Residents Voice Concerns About Landmark Plan
Traffic, pollution, and the manner in which Radburn approved the Daly Field development contract were among the arguments against the project made by attendees of Tuesday night's Borough Council worksession.
After Landmark L.L.C. presented its development plan for Daly Field and the adjacent Hayward Parcel to the Fair Lawn Borough Council on Tuesday night, residents in the audience got their chance to voice a variety of concerns about the project.
The Radburn Board of Trustees voted 8-1 in favor of a revised contract for the sale of Daly Field to Landmark on Monday night. Radburn residents were able to attend the vote, but Fair Lawn resident Craig Miller said the fact that everyone else from the borough could not attend "saddened and angered" him.
Before the Borough Council decides whether or not to appeal a Bergen County Superior Court ruling that granted Landmark permission to build 200 housing units on Daly and Hayward (the actual plan calls for 165 units), the borough should hold a meeting for the general public to speak for or against the project, Miller said.
Resident Maureen Moriarty said Landmark needs to take all necessary action to safeguard against groundwater pollution plumes flowing under Hayward. While the New Jersey Department of Environmental Protection "basically can't stop anyone from building," Landmark should still take environmental precautions with its development, Moriarty said.

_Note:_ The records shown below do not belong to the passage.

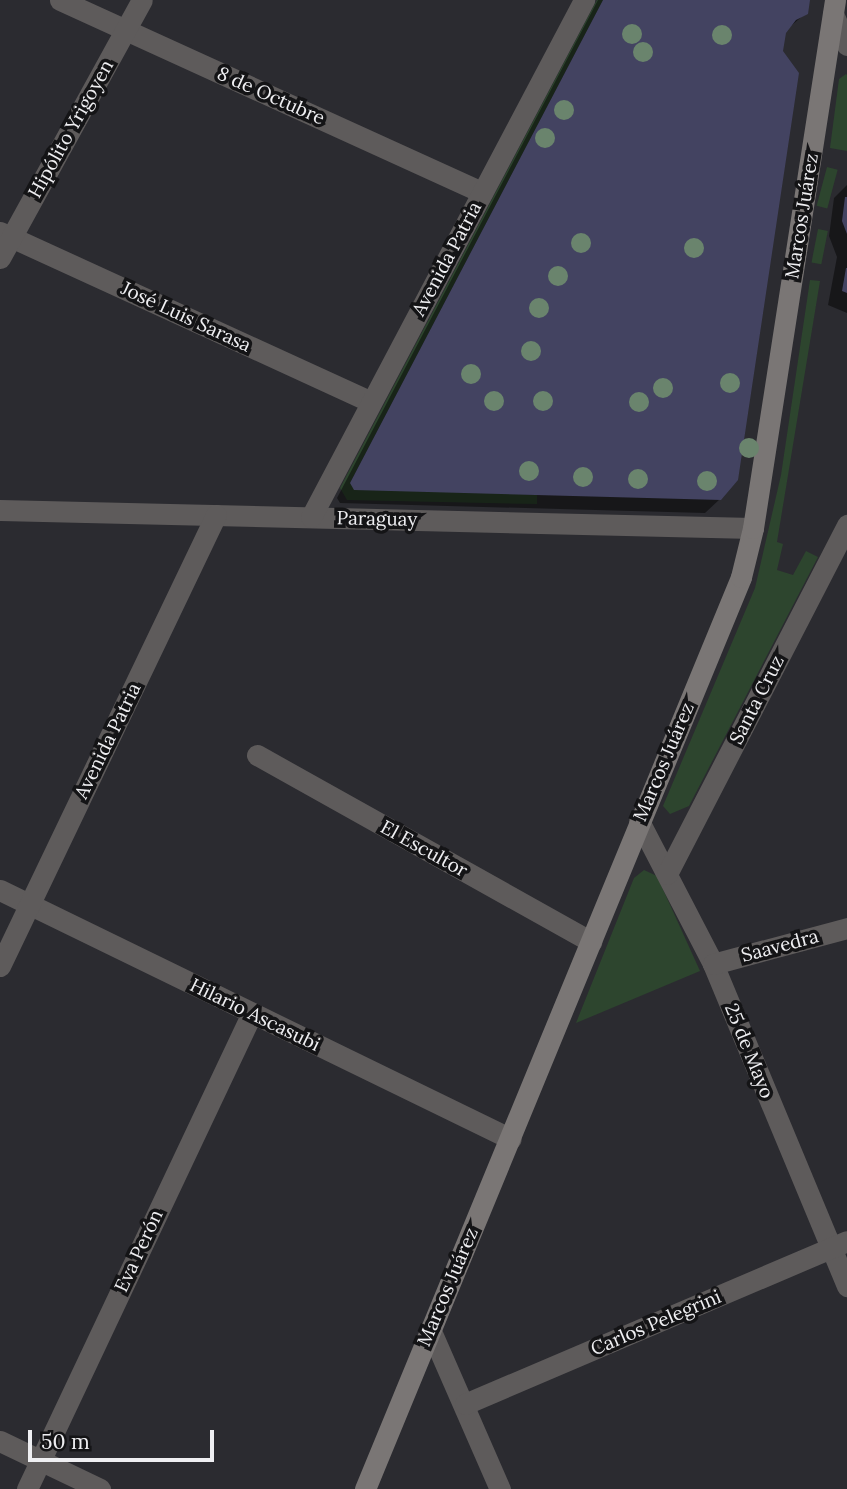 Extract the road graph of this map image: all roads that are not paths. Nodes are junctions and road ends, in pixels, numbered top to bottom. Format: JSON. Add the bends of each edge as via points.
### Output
{"nodes":[{"id":1,"x":60,"y":0,"type":"edge"},
{"id":2,"x":142,"y":0,"type":"edge"},
{"id":3,"x":584,"y":0,"type":"edge"},
{"id":4,"x":834,"y":7,"type":"edge"},
{"id":5,"x":126,"y":30,"type":"junction"},
{"id":6,"x":847,"y":45,"type":"edge"},
{"id":7,"x":482,"y":192,"type":"junction"},
{"id":8,"x":5,"y":234,"type":"edge"},
{"id":9,"x":0,"y":258,"type":"edge"},
{"id":10,"x":372,"y":402,"type":"junction"},
{"id":11,"x":0,"y":495,"type":"edge"},
{"id":12,"x":0,"y":510,"type":"edge"},
{"id":13,"x":37,"y":511,"type":"junction"},
{"id":14,"x":216,"y":515,"type":"junction"},
{"id":15,"x":310,"y":517,"type":"junction"},
{"id":16,"x":847,"y":525,"type":"edge"},
{"id":17,"x":753,"y":527,"type":"junction"},
{"id":18,"x":257,"y":755,"type":"dead end"},
{"id":19,"x":639,"y":821,"type":"junction"},
{"id":20,"x":667,"y":874,"type":"junction"},
{"id":21,"x":0,"y":890,"type":"edge"},
{"id":22,"x":29,"y":905,"type":"junction"},
{"id":23,"x":847,"y":928,"type":"edge"},
{"id":24,"x":591,"y":942,"type":"junction"},
{"id":25,"x":713,"y":964,"type":"junction"},
{"id":26,"x":0,"y":966,"type":"edge"},
{"id":27,"x":252,"y":1013,"type":"junction"},
{"id":28,"x":511,"y":1139,"type":"junction"},
{"id":29,"x":839,"y":1245,"type":"edge"},
{"id":30,"x":847,"y":1286,"type":"edge"},
{"id":31,"x":430,"y":1329,"type":"junction"},
{"id":32,"x":465,"y":1404,"type":"junction"},
{"id":33,"x":0,"y":1441,"type":"edge"},
{"id":34,"x":41,"y":1461,"type":"junction"},
{"id":35,"x":27,"y":1489,"type":"edge"},
{"id":36,"x":100,"y":1489,"type":"edge"},
{"id":37,"x":365,"y":1489,"type":"edge"},
{"id":38,"x":500,"y":1489,"type":"edge"}],
"edges":[{"from":1,"to":5,"type":"street","name":"8 de Octubre"},
{"from":2,"to":5,"type":"street","name":"Hipólito Yrigoyen"},
{"from":3,"to":7,"type":"street","name":"Avenida Patria"},
{"from":4,"to":6,"type":"street"},
{"from":4,"to":17,"type":"main road","name":"Marcos Juárez"},
{"from":5,"to":7,"type":"street","name":"8 de Octubre"},
{"from":5,"to":8,"type":"street","name":"Hipólito Yrigoyen"},
{"from":7,"to":10,"type":"street","name":"Avenida Patria"},
{"from":8,"to":9,"type":"street","name":"Hipólito Yrigoyen"},
{"from":8,"to":10,"type":"street","name":"José Luis Sarasa"},
{"from":10,"to":15,"type":"street","name":"Avenida Patria"},
{"from":11,"to":13,"type":"street"},
{"from":12,"to":13,"type":"street","name":"Paraguay"},
{"from":13,"to":14,"type":"street","name":"Paraguay"},
{"from":14,"to":15,"type":"street","name":"Paraguay"},
{"from":14,"to":22,"type":"street","name":"Avenida Patria"},
{"from":15,"to":17,"type":"street","name":"Paraguay"},
{"from":16,"to":20,"type":"street","name":"Santa Cruz"},
{"from":17,"to":19,"type":"main road","name":"Marcos Juárez","via":[[736,592]]},
{"from":18,"to":24,"type":"street","name":"El Escultor"},
{"from":19,"to":20,"type":"street","name":"25 de Mayo"},
{"from":19,"to":24,"type":"main road","name":"Marcos Juárez"},
{"from":20,"to":25,"type":"street","name":"25 de Mayo"},
{"from":21,"to":22,"type":"street","name":"Hilario Ascasubi"},
{"from":22,"to":26,"type":"street","name":"Avenida Patria"},
{"from":22,"to":27,"type":"street","name":"Hilario Ascasubi"},
{"from":23,"to":25,"type":"street","name":"Saavedra"},
{"from":24,"to":28,"type":"main road","name":"Marcos Juárez"},
{"from":25,"to":29,"type":"street","name":"25 de Mayo"},
{"from":27,"to":28,"type":"street","name":"Hilario Ascasubi"},
{"from":27,"to":34,"type":"street","name":"Eva Perón"},
{"from":28,"to":31,"type":"main road","name":"Marcos Juárez"},
{"from":29,"to":30,"type":"street","name":"25 de Mayo"},
{"from":29,"to":32,"type":"street","name":"Carlos Pelegrini"},
{"from":31,"to":32,"type":"street"},
{"from":31,"to":37,"type":"main road","name":"Marcos Juárez"},
{"from":32,"to":38,"type":"street"},
{"from":33,"to":34,"type":"street"},
{"from":34,"to":35,"type":"street","name":"Eva Perón"},
{"from":34,"to":36,"type":"street"}]} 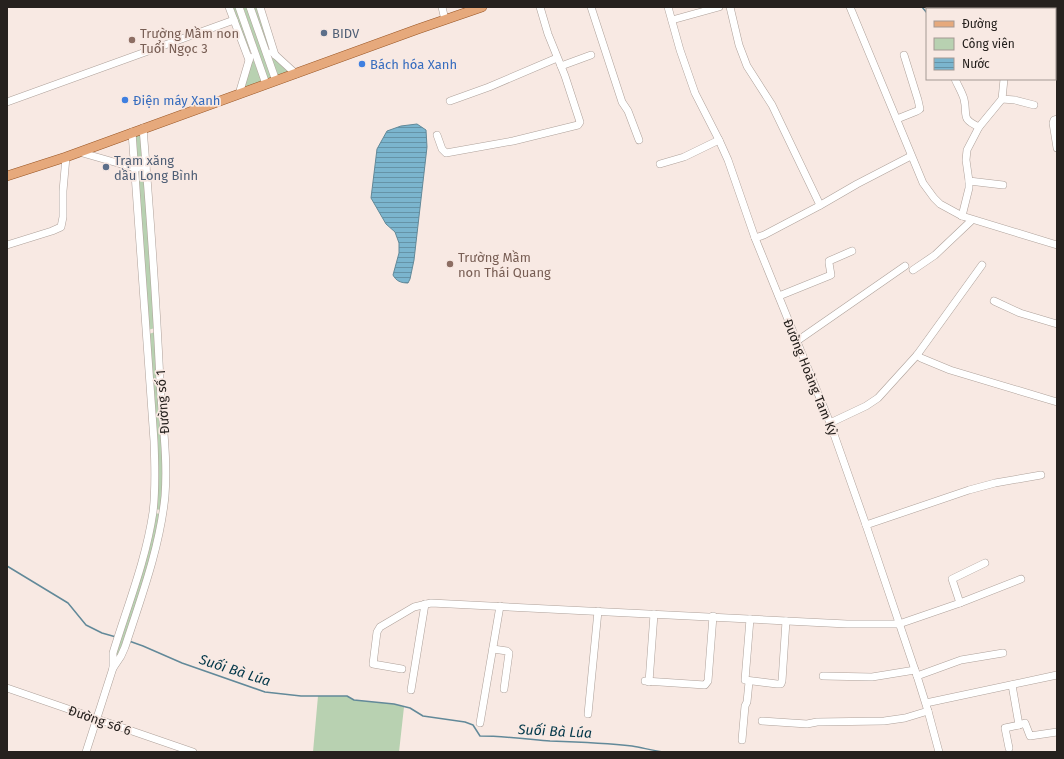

Felice Koplik, chair of the Fair Lawn Historic Preservation Commission, asked "Can this [development] really happen with one way in and one way out?" regarding an extension of Ramsey Terrace that will serve as the development's entrance and exit. Mayor Joseph Tedeschi responded that the Fair Lawn Fire Department will have to determine if that situation is adequately safe.
Jo Marie Sachinelli was most disturbed by the traffic she anticipates the development will create. Sachinelli lives on Ellington Road and called that the "other side of town," but said that with the development's projected addition of 360 cars to Radburn, many of those cars will take Plaza Road to her neighborhood and clog traffic. Landmark needs to take the other neighborhoods its development affects into account, Sachinelli said.
The "iconic" signs that spell out Radburn's name on both sides of Daly Field should remain intact when the area is developed, Larry Koplik said, because the signs are famous around the world and have come to define Radburn.
Kathy Moore was also concerned about groundwater pollution plumes, saying that people who live near the proposed development need to know what protection they will receive if the plumes spread.
While Landmark stated in its presentation that the design of its development falls in line with the architectural's concepts of the rest of Radburn, Moore said she feels that is not the case because while Radburn has six-unit per acre density, Landmark's development is twice as dense.
"It's a joke to call this a Radburn architectural project," Moore said.